After the racial justice reckoning in the summer of 2020, companies across the US placed renewed emphasis on Diversity, Equity and Inclusion (DEI) initiatives—adapting recruitment efforts to include more people of color, offering in-house training on microaggressions and, ultimately, nurturing a workforce that best represents the melting pot of our country.
These efforts have the potential to produce undeniable benefits for both employees and companies. According to data compiled by Built In, companies with a high rate of diversity and inclusion enjoy 35% better performance and a 120% higher chance of meeting their goals.
At Rightpoint, we strive to incorporate DEI into everything we do—here’s more on why you should, too, with advice from Wendy Karlyn, SVP Managing Director and our Global DEI Lead and Joseph Lee, SVP Digital Operations.
How do you define Diversity, Equity and Inclusion initiatives, and what do those look like at Rightpoint?
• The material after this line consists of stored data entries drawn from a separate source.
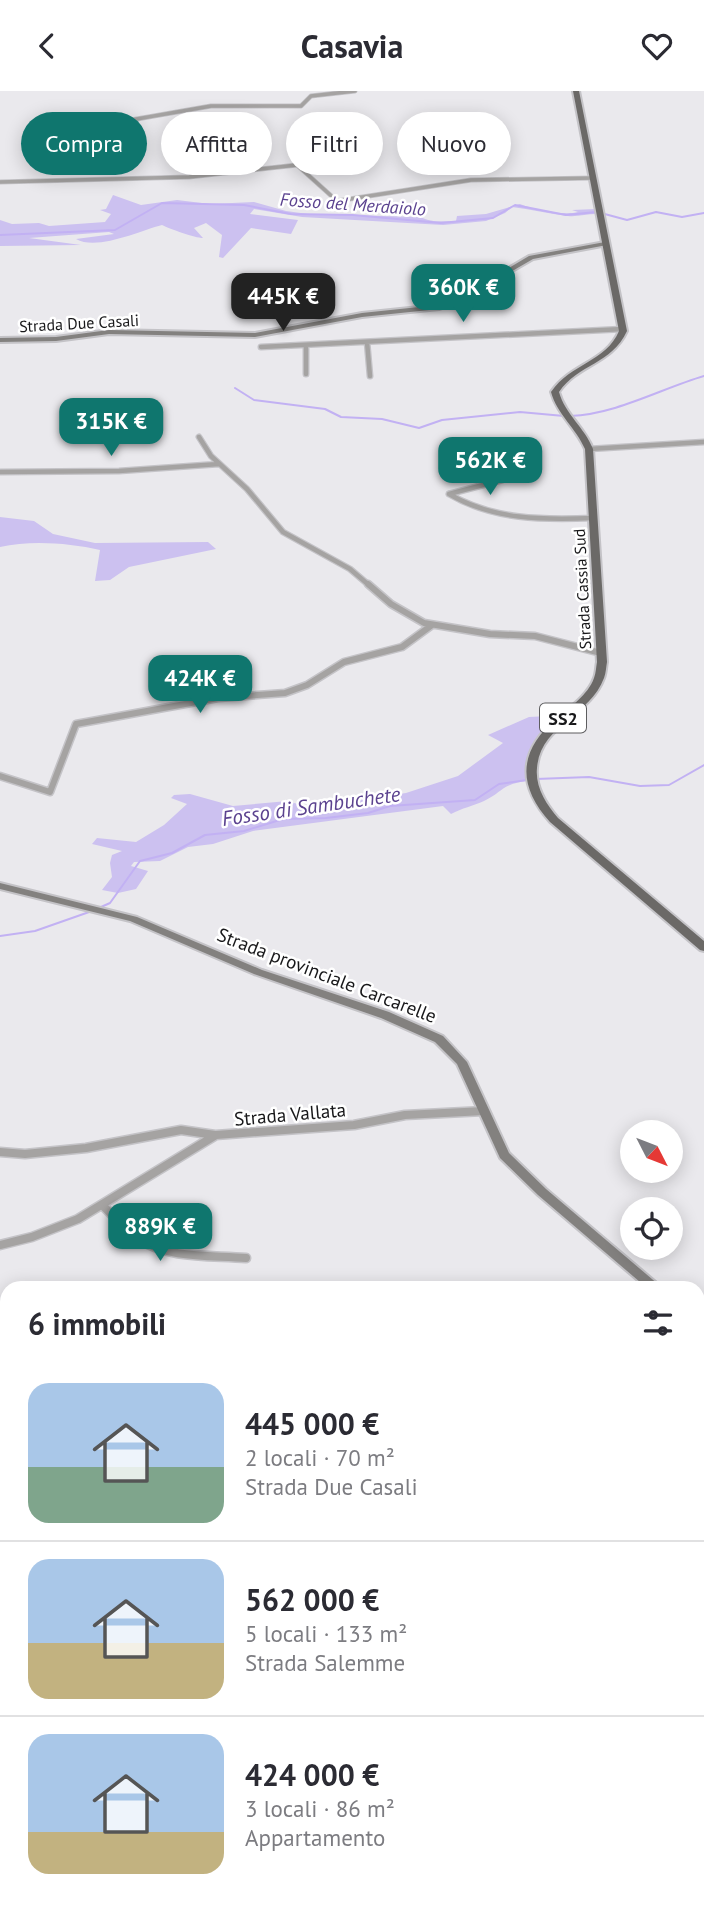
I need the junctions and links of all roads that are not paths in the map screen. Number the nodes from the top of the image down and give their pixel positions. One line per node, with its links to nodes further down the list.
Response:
1 (355, 91): 3 (street)
2 (576, 91): 4 (main road)
3 (147, 117)
4 (593, 178): 5 (street); 6 (main road)
5 (0, 182)
6 (605, 244): 7 (main road); 8 (street, Strada Due Casali)
7 (622, 329): 9 (street); 16 (main road, Strada Cassia Sud / SS2)
8 (0, 340)
9 (367, 342): 10 (street); 13 (street)
10 (306, 345): 11 (street); 12 (street)
11 (261, 347)
12 (306, 374)
13 (370, 376)
14 (199, 437): 17 (street)
15 (704, 442): 16 (street)
16 (589, 449): 20 (main road, Strada Cassia Sud / SS2)
17 (220, 464): 19 (street); 21 (street)
18 (518, 472): 20 (street)
19 (0, 473)
20 (593, 518): 22 (main road, Strada Cassia Sud / SS2)
21 (432, 625): 22 (street); 23 (street)
22 (601, 653): 25 (main road, Strada Cassia Sud / SS2)
23 (0, 776)
24 (0, 886): 26 (street, Strada provinciale Carcarelle)
25 (704, 947)
26 (484, 1111): 27 (street, Strada Vallata); 32 (street, Strada provinciale Carcarelle)
27 (216, 1135): 28 (street); 29 (street, Strada Vallata)
28 (0, 1152)
29 (102, 1205): 30 (street, Strada Vallata); 31 (street)
30 (0, 1245)
31 (246, 1258)
32 (647, 1281)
Joseph Lee: DEI is where you’d like to get to as an organization rather than something you’re constantly pushing. I’ve seen DEI initiatives achieve different degrees of success, but the most successful are at places where it's a natural and effortless part of the natural fabric of work culture. As a leader and a minority, I know I have a unique opportunity to foster DEI within my business unit at Rightpoint.
Wendy Karlyn: We have employee resource groups (ERGs) for people like parents, women, POC and Pride folks—they host speakers for the company and work on education and awareness tied to the larger DEI team. We also host company-wide listening sessions; we had one around the murder of George Floyd and explored how the event impacted employees in different ways. We’ve also rolled out companywide training around unconscious bias, microaggressions and other topics to keep the DEI dialogue and education going.
Why are DEI initiatives important to an organization?
JL: When DEI is a natural part of an organization’s culture, it becomes part of who we are, what we say and what we do. DEI allows our team and individuals at Rightpoint to contribute, grow and make an impact to their maximum potential without artificial barriers.
WK: Underrepresented groups, in general, don't have the luxury of not talking about DEI because it impacts every facet of their daily life—which is why these initiatives are important to an organization and to Rightpoint. Organizations need to be willing to have tough conversations to make an impact.
When you have an engaged employee, who understands their value and feels they can be their authentic self at work, you're going to get the best outcomes from that employee. DEI plays a role in driving performance. If you don't feel like you can be your authentic self at work, and you don't feel understood and heard, you're not going to share ideas, take risks or collaborate because you're holding back.
What are some mistakes you have noticed when companies try to implement a DEI mentality?
WK: To change representation issues at an organization, you need to recruit differently. A lot of companies will say there are no female software engineers, for example. Wrong! There are organizations that we are partnering with that are working on this very problem, and we're investing in recruiting talent so we can change that. For an organization to be truly diverse, you need to address issues of inclusion, as well. One underrepresented team member in a room is just that, two is presence and three or more is where you start to see organizational impact.
If you're not uncomfortable, it’s not working. If you're keeping it topical, it's not working. If you can roll up your sleeves and have a tough conversation about why this is hard to talk about, then you're going to drive change. Do you really want to hear what your employees feel, or do you want to put the pressure on the underrepresented groups to fix everything? It's a shared responsibility.
JL: I see a lot of organizations focus on recruiting to increase representation and form a diverse group. But then the tenure of the new employees falls short. What it shows is that there's a lack of engagement once they're inside the organization. Your promise of engagement and inclusion must extend beyond the hiring process.
How did the pandemic influence DEI?
WK: I call the pandemic, “The Great Equalizer.” As a working parent, I have a busy, demanding job, and I don't want to disappoint anyone at work—and I don't want to disappoint my family. A lot of us were home with kids, without childcare. Because of the pressure, we all became our authentic selves as quickly as possible, which cracks open real conversations about diversity and bringing your authentic self to work.
Why do these initiatives need to be tied to revenue?
WK: DEI ties back to the employee experience: If your employees are engaged, and they feel like they can bring their authentic selves to work, they're going to bring great ideas, great collaboration, and great work to deliver for our clients. It’s also tied to revenue in attracting and retaining great talent, and how your teams work together. Also, diverse thinking is so powerful. If everyone thought the same, we would never bring big ideas to clients. It is literally a growth driver for us.
I'd say our clients are demanding it. Almost every RFP we get has DEI questions. It’s just the way of doing business these days, and it’s not optional.